Die Umweltschü­tzer pochen darauf, schon mögliche Risiken ernst zu nehmen. „Wir, die seriösen Hersteller, halten uns an die Vorschrift­en, die es gibt“, sagt Ulrich Brobeil, Geschäftsf­ührer des Deutschen Verbandes der Spielzeugi­ndustrie. Nur haben diese Vorschrift­en, genauer die EU-Spielzeugr­ichtlinie, aus Sicht von Weiger und seinen Mitstreite­rn eine Lücke: Regeln, um die Belastunge­n speziell für Kinder durch digitale Spielzeuge zu mindern, fehlen.
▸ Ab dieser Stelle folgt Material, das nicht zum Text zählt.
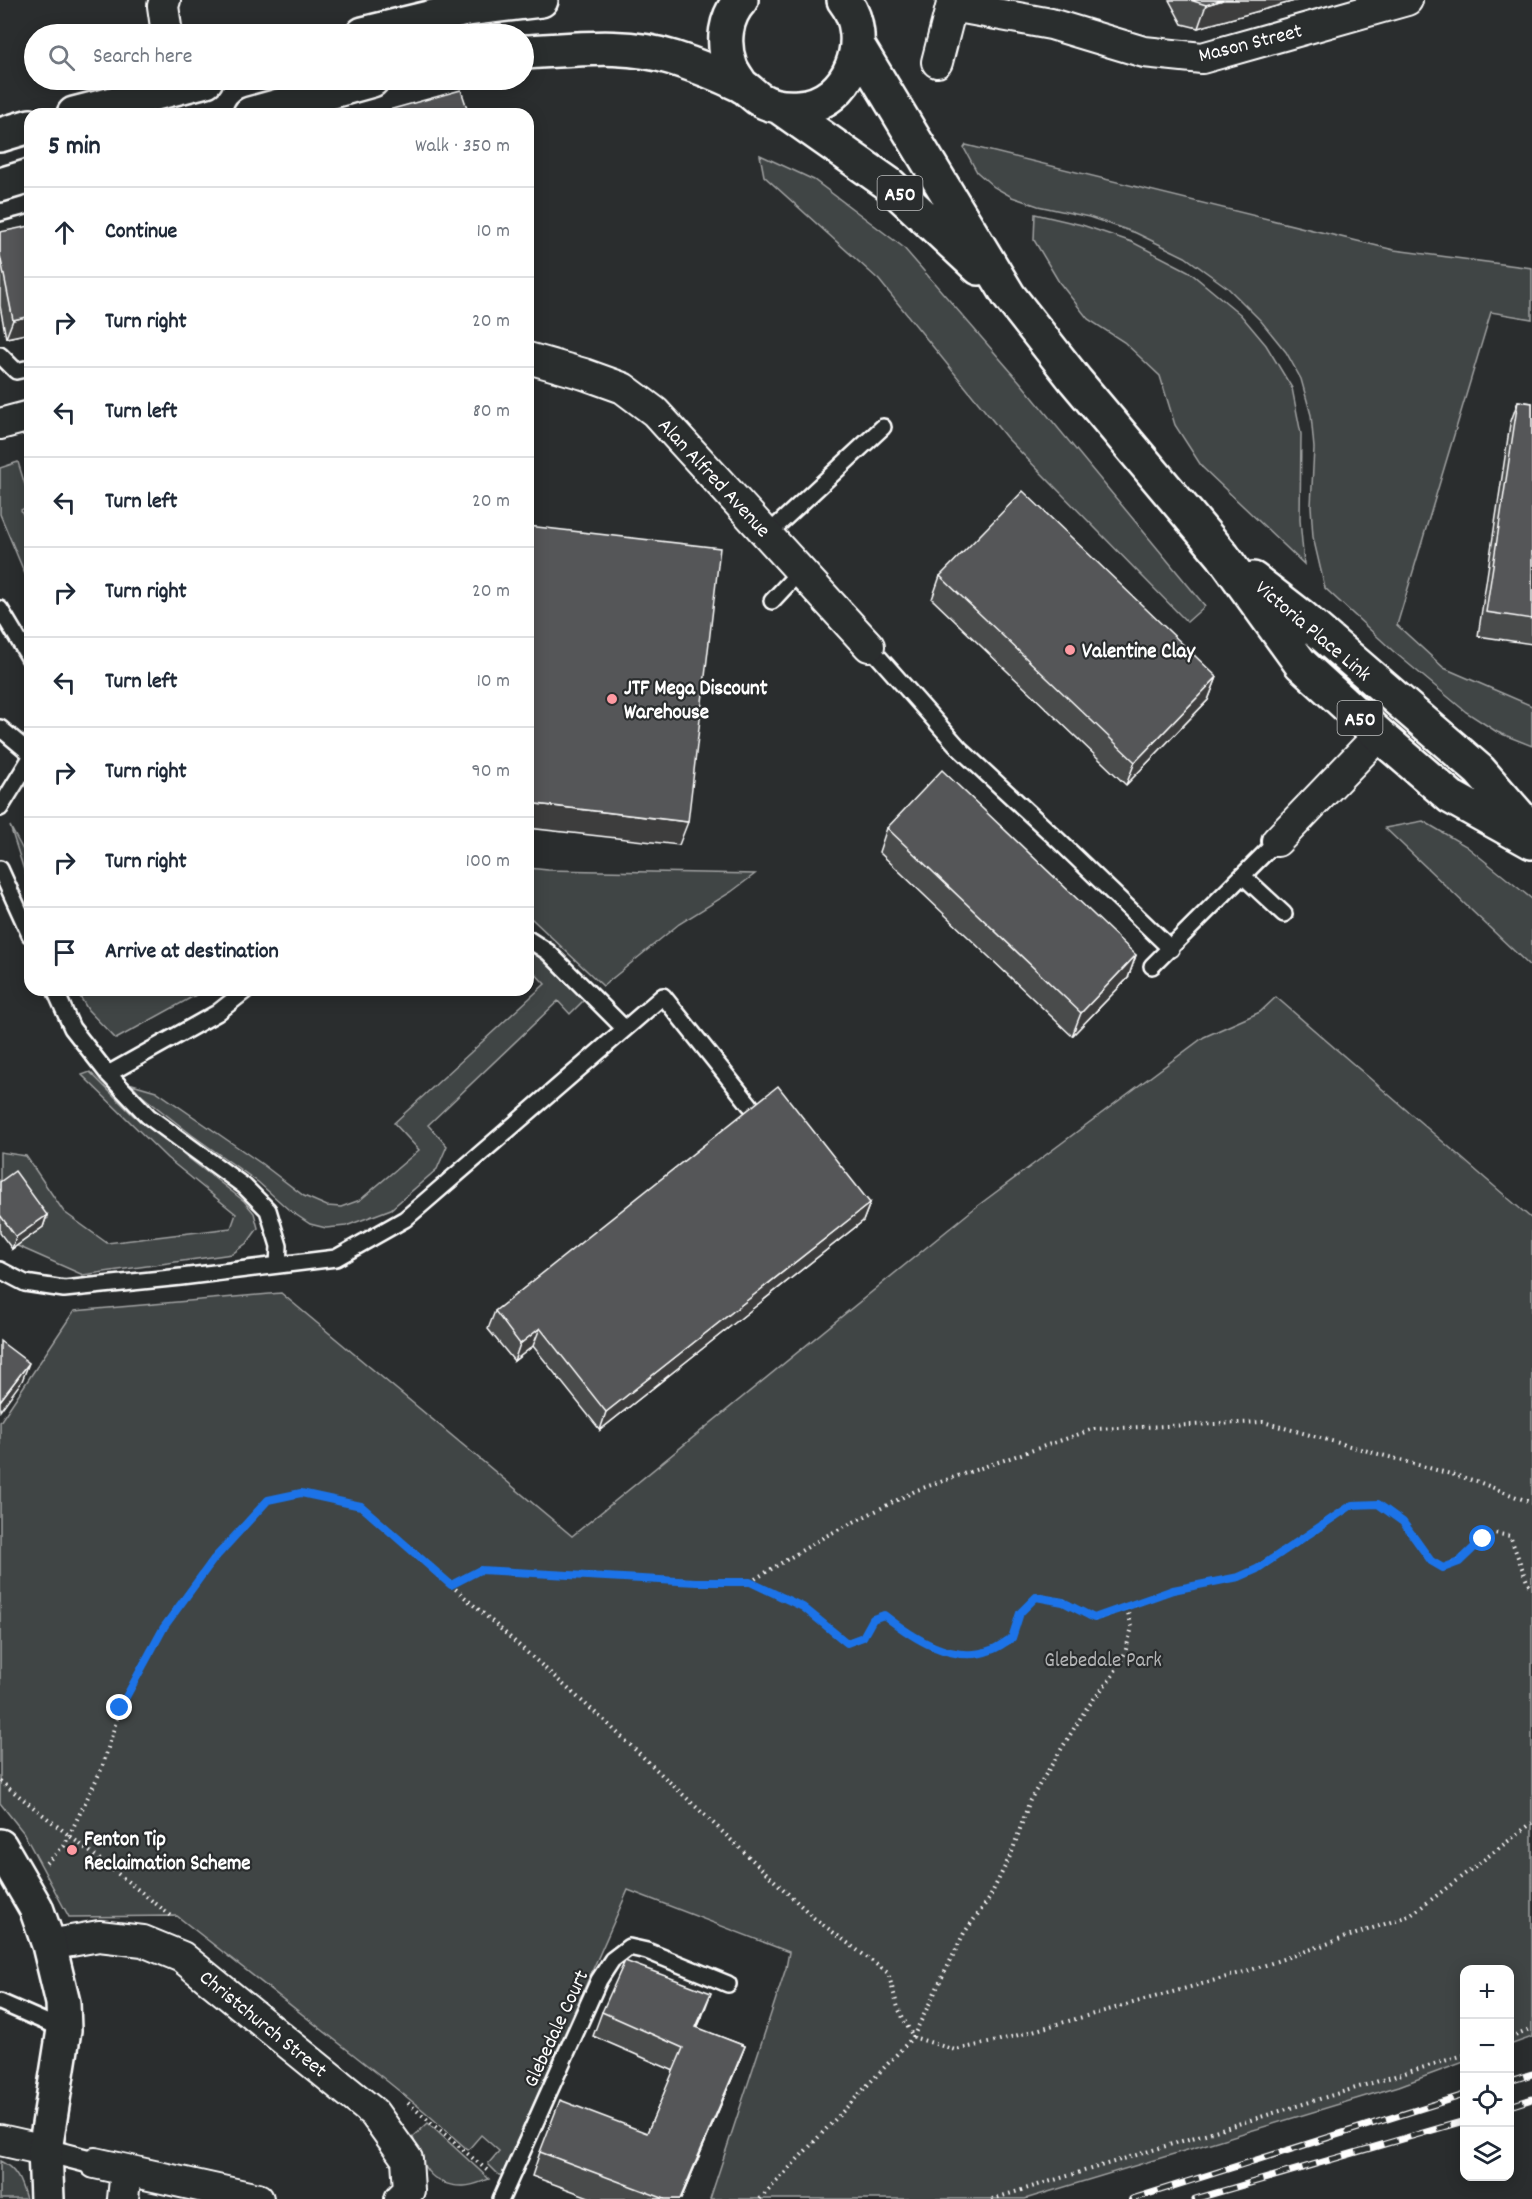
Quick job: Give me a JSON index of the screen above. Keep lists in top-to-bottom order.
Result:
{
  "streets": {
    "main road": ["A50", "Victoria Place Link"],
    "street": ["Mason Street", "Alan Alfred Avenue", "Christchurch Street"],
    "lane": ["Glebedale Court"]
  },
  "crossings": [
    ["A50", "Victoria Place Link"]
  ],
  "parks": ["Glebedale Park"],
  "places": ["Valentine Clay", "JTF Mega Discount Warehouse", "Fenton Tip Reclaimation Scheme"],
  "page": {
    "search": "Search here",
    "heading": ["5 min", "Walk · 350 m"],
    "list": [
      ["Continue", "10 m"],
      ["Turn right", "20 m"],
      ["Turn left", "80 m"],
      ["Turn left", "20 m"],
      ["Turn right", "20 m"],
      ["Turn left", "10 m"],
      ["Turn right", "90 m"],
      ["Turn right", "100 m"],
      "Arrive at destination"
    ],
    "map_buttons": ["+", "−"]
  }
}
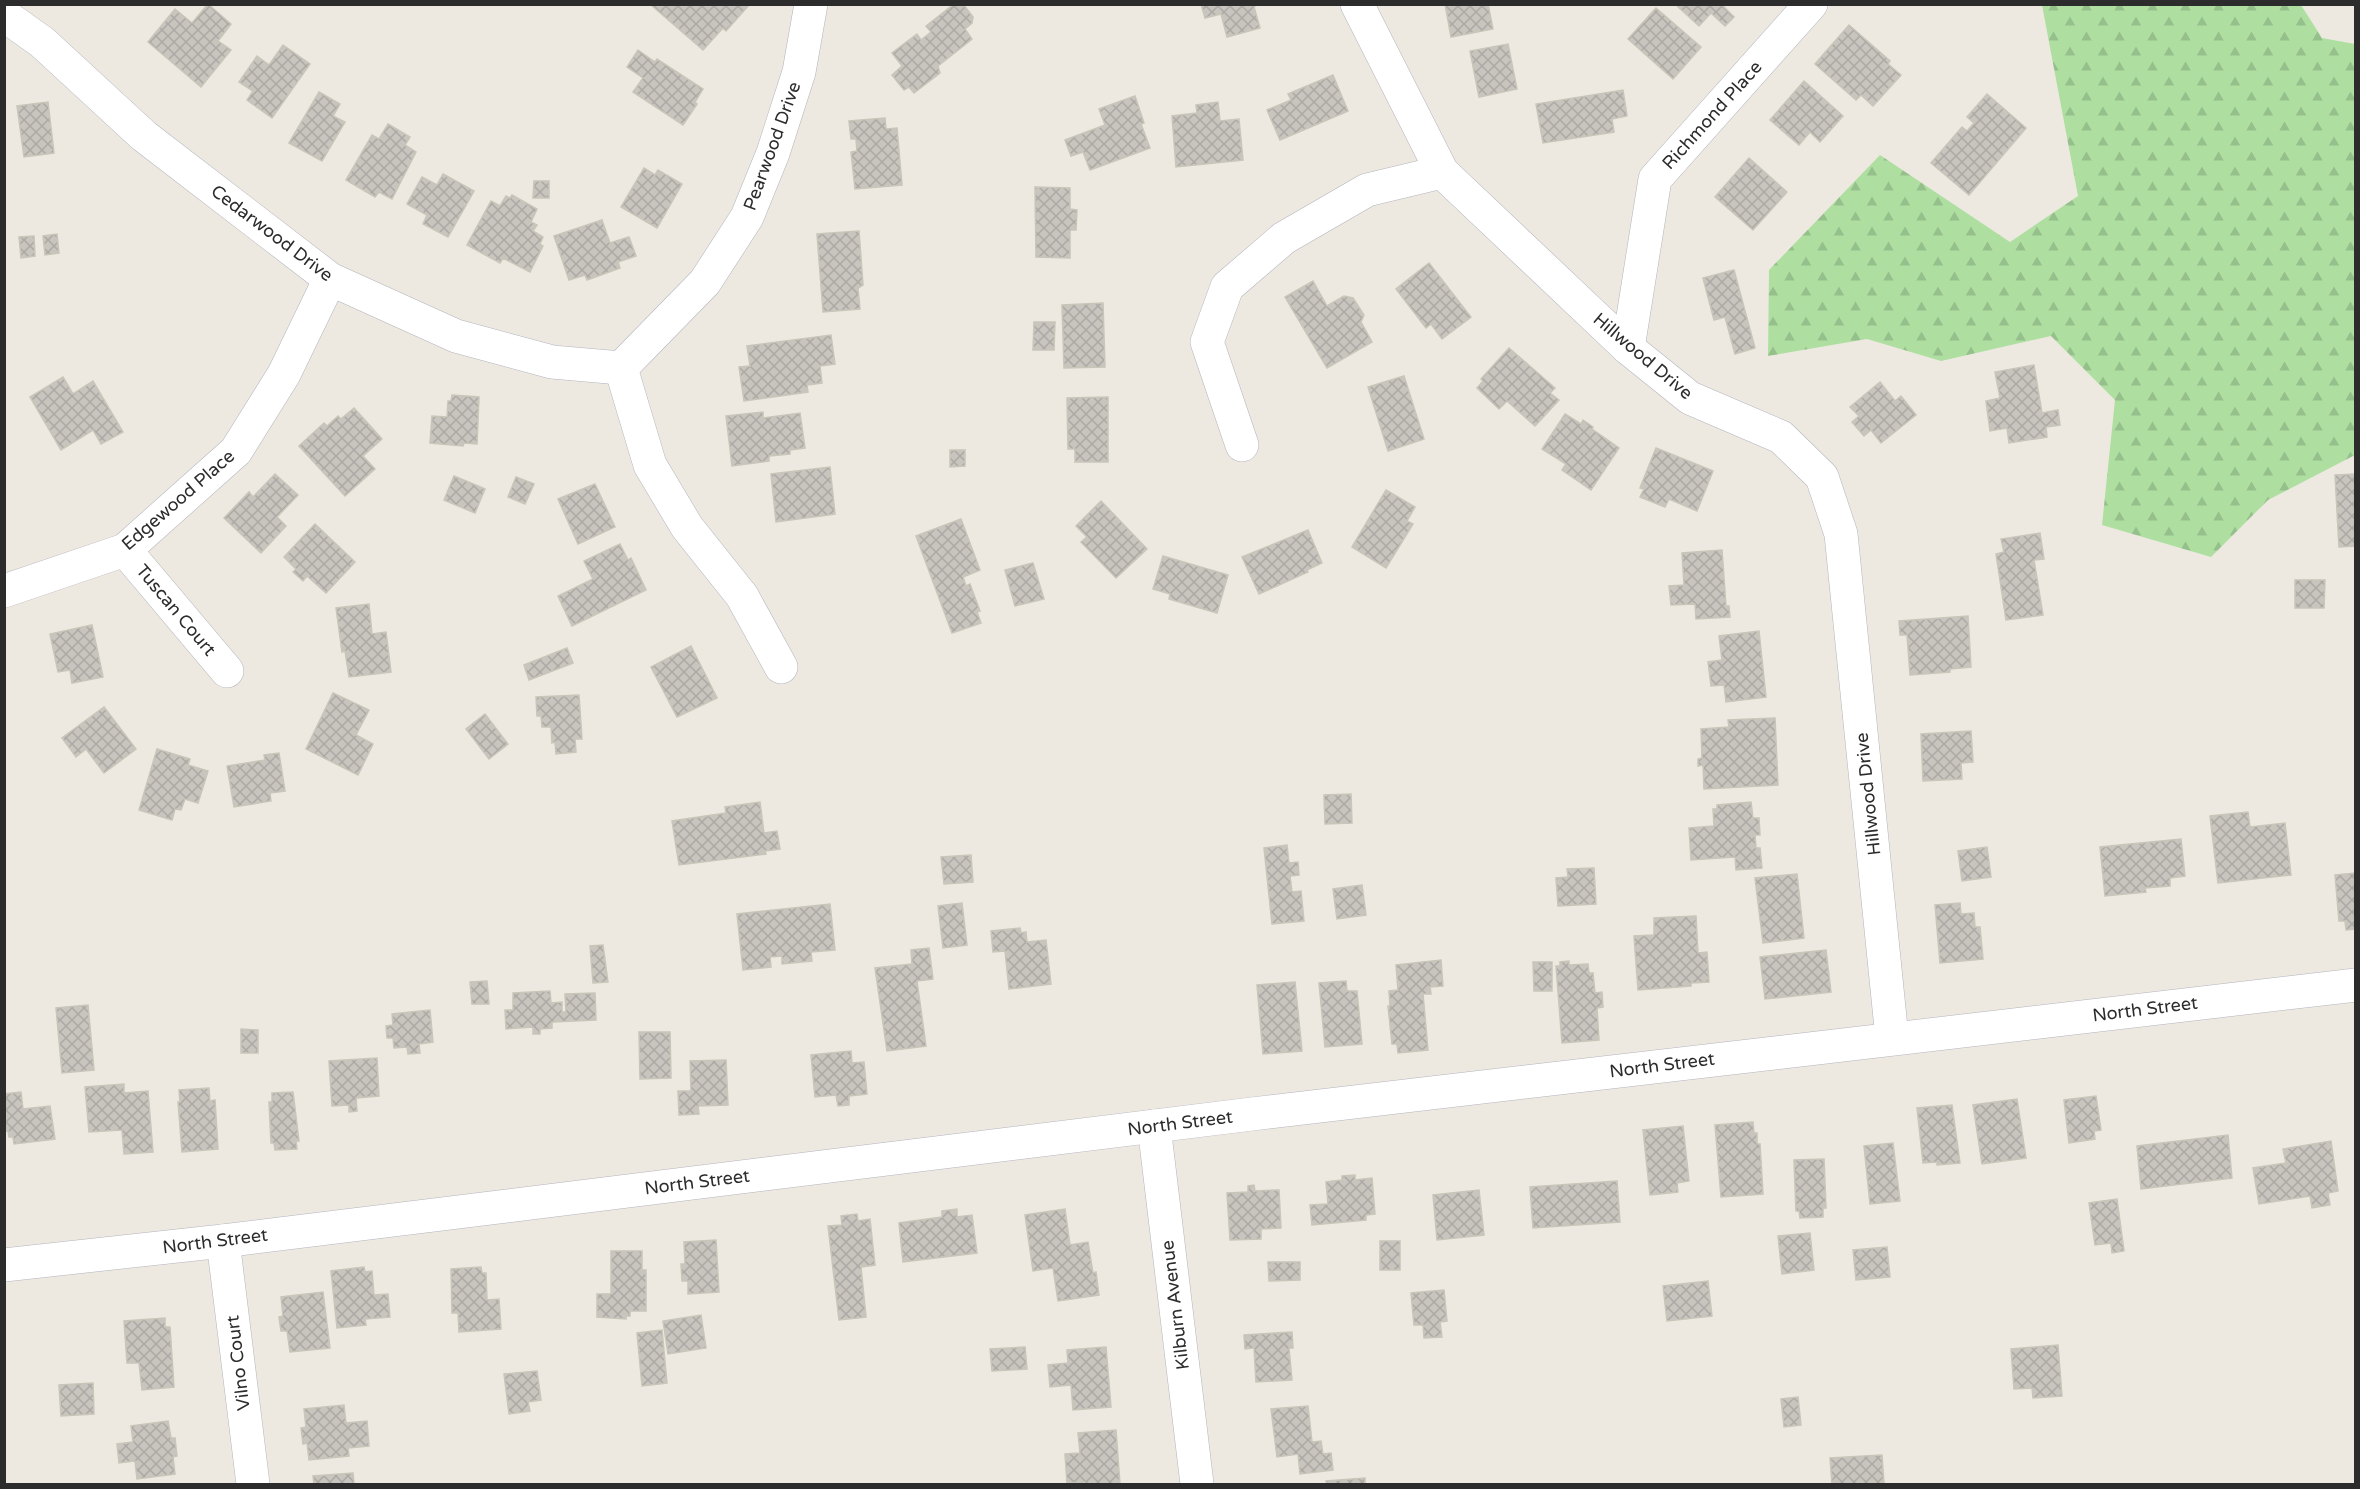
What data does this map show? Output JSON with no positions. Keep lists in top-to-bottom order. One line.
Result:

Einige Länder sind darum vorgepresc­ht. In Frankreich ist WLAN in Kindergärt­en und in Vorschulen für Kinder bis drei Jahren verboten und in Grundschul­en nur zugelassen, wenn es der Unterricht erfordert. In Belgien ist der Verkauf von Handys für unter Siebenjähr­ige verboten, ebenso entspreche­nde Werbung. Und der SAR-Wert von Handys muss in Reklame und Verkauf immer angegeben werden. Der BUND empfiehlt: Hersteller werden verpflicht­et, für mobile Geräte einen Kindermodu­s zu entwickeln. Kinderabte­ile in der Bahn werden wahlweise als funkfreie Zonen angeboten. Bei Planung und Bau von Mobilfunk-Sendeanlag­en werden Kindergärt­en und Schulen besonders berücksich­tigt. Für das digitale Kinderzimm­er werden neue Standards geschaffen. Das Bundesamt für Strahlensc­hutz rät vorerst, Handytelef­onate bei Kindern „so weit wie möglich einzuschrä­nken“.